Task requirements » All lines in the entries below that hold "pixels" make up the answer.

Extracted information »
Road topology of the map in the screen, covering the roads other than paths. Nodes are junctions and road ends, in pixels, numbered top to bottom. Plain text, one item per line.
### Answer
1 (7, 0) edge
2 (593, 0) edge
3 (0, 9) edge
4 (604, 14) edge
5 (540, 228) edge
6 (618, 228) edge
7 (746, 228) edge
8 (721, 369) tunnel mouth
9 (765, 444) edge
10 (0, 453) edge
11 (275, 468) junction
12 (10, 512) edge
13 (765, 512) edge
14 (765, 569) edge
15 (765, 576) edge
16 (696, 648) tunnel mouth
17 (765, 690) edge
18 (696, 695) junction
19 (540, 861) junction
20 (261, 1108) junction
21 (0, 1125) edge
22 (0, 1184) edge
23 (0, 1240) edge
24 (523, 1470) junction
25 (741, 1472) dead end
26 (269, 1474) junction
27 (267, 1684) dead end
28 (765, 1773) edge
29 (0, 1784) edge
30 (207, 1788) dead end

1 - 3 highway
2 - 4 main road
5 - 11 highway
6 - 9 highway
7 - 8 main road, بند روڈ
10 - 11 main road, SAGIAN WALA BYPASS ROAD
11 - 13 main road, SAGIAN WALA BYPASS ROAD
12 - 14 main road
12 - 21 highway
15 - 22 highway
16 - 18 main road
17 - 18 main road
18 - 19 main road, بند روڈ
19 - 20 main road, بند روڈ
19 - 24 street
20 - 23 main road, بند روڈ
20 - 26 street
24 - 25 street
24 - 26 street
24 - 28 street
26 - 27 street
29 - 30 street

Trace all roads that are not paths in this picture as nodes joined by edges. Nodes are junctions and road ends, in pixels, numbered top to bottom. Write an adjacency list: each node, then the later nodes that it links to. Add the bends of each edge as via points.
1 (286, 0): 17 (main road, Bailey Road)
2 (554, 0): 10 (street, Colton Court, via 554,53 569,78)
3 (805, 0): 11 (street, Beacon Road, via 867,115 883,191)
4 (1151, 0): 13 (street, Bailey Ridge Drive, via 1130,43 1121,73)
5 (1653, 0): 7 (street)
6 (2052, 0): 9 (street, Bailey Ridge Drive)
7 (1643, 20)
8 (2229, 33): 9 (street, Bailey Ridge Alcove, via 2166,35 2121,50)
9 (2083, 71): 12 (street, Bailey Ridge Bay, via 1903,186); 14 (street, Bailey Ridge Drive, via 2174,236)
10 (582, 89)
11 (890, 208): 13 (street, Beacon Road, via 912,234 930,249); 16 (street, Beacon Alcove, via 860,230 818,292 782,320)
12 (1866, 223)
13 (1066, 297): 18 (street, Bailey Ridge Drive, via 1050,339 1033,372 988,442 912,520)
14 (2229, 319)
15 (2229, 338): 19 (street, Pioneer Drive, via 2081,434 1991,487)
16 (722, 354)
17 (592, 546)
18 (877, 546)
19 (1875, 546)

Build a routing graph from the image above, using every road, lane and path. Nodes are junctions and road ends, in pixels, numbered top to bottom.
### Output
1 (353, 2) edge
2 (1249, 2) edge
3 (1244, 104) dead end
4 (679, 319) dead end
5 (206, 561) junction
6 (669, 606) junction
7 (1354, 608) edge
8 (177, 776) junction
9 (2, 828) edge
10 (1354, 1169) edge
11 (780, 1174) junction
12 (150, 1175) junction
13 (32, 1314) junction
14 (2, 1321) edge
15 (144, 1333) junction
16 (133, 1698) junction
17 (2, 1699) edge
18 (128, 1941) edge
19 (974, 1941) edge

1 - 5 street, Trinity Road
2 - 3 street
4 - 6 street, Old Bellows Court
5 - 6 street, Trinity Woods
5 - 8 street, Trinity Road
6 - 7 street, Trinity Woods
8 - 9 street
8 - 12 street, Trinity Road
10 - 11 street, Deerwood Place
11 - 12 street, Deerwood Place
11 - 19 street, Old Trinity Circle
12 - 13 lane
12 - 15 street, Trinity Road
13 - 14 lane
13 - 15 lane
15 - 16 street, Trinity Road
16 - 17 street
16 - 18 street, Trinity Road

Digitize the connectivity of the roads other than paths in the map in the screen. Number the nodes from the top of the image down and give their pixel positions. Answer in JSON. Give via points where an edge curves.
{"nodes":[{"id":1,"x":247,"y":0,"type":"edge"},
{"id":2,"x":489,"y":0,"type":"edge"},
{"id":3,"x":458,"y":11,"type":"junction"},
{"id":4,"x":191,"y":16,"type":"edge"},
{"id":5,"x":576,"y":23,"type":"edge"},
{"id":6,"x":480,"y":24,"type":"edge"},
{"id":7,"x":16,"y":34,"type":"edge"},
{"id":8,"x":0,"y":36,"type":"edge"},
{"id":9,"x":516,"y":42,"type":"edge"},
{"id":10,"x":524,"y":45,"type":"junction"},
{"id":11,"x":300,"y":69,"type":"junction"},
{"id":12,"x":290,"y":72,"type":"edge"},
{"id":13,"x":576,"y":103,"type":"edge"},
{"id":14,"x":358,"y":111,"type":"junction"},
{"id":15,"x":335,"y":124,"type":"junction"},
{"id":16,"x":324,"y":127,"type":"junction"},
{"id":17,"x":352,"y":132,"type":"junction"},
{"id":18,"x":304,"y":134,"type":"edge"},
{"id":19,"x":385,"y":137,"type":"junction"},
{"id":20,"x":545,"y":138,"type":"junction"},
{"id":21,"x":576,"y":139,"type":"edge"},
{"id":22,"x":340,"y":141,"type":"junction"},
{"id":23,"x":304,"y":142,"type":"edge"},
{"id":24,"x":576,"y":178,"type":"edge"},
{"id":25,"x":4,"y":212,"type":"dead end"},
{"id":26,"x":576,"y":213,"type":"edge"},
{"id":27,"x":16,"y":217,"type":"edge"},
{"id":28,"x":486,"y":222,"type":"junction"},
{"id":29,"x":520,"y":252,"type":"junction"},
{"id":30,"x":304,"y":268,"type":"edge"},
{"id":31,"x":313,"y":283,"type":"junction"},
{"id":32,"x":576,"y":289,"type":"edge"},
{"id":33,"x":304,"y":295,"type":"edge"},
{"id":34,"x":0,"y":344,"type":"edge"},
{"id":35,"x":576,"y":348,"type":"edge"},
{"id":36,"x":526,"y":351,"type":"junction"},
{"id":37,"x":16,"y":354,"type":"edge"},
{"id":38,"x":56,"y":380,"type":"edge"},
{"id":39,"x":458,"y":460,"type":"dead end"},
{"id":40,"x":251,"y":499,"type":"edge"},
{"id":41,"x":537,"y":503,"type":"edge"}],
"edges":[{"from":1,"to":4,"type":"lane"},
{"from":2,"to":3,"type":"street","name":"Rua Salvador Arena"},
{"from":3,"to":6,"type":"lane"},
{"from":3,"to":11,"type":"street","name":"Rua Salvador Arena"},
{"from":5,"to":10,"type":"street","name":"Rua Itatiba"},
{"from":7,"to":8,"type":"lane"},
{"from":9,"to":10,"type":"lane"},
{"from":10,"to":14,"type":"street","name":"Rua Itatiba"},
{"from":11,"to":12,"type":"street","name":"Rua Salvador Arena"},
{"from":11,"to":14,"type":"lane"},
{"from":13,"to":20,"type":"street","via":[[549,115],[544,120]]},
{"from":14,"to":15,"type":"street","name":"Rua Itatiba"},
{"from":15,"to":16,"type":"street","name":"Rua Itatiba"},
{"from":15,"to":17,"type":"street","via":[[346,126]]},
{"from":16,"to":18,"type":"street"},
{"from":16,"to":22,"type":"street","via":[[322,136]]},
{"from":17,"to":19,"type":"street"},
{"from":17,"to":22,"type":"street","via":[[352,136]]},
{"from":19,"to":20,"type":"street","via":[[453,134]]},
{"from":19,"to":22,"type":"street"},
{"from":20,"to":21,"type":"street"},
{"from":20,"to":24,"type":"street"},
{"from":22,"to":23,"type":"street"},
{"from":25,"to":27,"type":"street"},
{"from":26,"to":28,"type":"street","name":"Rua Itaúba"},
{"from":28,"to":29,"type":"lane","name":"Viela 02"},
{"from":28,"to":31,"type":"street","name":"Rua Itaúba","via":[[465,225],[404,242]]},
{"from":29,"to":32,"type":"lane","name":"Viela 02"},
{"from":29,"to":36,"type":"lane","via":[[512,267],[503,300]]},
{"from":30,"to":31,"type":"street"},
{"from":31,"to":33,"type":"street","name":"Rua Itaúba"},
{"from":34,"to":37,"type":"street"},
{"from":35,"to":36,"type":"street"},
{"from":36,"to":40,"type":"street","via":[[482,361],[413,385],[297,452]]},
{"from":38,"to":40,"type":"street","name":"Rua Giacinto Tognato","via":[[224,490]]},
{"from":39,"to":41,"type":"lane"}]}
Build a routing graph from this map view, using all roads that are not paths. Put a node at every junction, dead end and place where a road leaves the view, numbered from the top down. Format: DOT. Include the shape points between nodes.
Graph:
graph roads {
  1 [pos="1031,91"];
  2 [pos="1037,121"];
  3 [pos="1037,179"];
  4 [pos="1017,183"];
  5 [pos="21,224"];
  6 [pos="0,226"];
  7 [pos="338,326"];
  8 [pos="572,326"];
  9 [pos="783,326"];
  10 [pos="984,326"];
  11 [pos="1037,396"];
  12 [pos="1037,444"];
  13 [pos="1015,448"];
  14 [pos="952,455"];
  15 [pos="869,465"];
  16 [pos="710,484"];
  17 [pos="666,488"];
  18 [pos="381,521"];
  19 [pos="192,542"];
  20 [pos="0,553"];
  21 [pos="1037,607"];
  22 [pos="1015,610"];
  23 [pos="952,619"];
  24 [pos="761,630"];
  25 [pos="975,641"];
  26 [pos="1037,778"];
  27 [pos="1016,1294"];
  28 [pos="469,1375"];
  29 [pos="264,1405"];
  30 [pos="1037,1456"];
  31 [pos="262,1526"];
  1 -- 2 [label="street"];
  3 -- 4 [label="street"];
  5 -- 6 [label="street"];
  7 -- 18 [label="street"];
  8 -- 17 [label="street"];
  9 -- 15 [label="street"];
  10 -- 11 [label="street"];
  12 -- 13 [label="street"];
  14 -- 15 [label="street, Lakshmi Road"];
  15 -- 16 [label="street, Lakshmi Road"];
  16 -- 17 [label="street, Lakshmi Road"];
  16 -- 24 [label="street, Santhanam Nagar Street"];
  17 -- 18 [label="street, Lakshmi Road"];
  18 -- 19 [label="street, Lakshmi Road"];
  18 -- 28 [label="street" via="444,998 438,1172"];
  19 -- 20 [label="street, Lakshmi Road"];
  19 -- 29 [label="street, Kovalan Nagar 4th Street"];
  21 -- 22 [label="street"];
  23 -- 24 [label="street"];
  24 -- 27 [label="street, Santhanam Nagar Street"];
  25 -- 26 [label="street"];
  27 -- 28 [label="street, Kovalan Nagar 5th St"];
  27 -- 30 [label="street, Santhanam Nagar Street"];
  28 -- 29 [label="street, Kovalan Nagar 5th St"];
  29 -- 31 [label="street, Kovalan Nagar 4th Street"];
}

Result below »
Road topology of the map in the screen, covering the roads other than paths. Nodes are junctions and road ends, in pixels, numbered top to bottom. Plain text, one item per line.
Trace all roads that are not paths in this picture as nodes joined by edges. Nodes are junctions and road ends, in pixels, numbered top to bottom. Write an adjacency list: each node, then the later nodes that it links to. Add the bends of each edge as via points.
Build a routing graph from the image above, using every road, lane and path. Nodes are junctions and road ends, in pixels, numbered top to bottom.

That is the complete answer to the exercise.